+++ Records for this exercise
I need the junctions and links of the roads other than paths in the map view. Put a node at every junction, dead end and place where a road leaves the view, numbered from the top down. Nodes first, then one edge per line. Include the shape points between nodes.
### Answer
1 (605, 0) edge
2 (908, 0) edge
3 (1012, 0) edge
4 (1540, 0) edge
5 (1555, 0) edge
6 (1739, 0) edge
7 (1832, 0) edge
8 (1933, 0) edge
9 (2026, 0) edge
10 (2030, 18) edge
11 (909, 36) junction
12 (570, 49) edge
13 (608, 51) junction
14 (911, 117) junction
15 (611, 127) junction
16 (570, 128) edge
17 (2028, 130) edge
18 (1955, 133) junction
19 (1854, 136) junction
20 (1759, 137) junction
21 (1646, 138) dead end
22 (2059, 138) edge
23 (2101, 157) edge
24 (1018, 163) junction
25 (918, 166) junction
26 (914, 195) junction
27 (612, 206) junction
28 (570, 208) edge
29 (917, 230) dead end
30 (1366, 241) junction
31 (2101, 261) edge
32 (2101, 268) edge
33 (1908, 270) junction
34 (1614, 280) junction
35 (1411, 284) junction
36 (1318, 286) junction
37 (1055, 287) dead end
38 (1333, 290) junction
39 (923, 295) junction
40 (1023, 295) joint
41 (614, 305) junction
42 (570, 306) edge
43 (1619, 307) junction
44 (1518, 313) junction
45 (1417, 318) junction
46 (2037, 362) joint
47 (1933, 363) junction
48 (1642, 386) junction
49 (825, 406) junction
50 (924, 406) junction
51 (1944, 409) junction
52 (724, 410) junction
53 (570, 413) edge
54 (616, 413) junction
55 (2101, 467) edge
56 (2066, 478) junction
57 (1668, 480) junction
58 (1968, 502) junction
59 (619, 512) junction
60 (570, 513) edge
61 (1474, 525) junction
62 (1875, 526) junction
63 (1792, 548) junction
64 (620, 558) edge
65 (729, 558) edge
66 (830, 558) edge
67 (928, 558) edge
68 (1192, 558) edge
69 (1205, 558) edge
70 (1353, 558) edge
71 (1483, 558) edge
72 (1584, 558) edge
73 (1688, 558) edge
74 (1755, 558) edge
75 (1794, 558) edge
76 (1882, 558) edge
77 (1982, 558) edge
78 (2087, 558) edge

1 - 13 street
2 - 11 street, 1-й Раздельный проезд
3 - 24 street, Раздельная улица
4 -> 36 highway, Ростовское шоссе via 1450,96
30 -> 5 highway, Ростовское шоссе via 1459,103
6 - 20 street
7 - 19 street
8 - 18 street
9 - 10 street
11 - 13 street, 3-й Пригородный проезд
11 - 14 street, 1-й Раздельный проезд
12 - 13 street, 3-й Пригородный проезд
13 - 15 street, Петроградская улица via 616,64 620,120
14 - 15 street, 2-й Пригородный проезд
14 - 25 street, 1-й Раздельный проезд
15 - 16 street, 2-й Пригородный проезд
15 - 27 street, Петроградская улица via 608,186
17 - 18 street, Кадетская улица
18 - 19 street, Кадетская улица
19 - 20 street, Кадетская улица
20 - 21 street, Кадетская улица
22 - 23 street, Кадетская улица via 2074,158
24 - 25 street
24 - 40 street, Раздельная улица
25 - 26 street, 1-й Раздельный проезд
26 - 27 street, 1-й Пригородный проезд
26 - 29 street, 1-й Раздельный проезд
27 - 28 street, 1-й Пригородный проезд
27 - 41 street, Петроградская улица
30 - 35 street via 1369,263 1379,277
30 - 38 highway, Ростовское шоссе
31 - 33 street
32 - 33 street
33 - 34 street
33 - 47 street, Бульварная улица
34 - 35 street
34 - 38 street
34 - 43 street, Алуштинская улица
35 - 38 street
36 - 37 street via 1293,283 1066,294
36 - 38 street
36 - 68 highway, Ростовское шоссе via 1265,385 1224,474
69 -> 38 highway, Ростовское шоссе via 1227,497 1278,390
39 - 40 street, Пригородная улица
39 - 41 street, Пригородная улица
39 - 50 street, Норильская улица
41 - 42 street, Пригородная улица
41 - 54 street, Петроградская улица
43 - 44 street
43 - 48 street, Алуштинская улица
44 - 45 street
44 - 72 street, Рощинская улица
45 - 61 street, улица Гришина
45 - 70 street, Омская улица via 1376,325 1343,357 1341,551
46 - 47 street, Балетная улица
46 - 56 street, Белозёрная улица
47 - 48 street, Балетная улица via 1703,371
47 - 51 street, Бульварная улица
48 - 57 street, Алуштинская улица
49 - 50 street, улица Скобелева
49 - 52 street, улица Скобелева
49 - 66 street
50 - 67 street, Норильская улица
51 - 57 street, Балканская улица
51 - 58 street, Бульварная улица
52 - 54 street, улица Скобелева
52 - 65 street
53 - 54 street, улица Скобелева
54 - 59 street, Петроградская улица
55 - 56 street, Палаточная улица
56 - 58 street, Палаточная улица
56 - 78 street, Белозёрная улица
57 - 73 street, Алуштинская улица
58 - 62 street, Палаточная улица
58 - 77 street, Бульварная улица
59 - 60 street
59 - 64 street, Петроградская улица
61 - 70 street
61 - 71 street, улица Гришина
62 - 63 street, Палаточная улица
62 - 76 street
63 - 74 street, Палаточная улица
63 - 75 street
++++++
Task> Filter the records above and copy every line that contains the word "Белозёрная".

Output for this task>
46 - 56 street, Белозёрная улица
56 - 78 street, Белозёрная улица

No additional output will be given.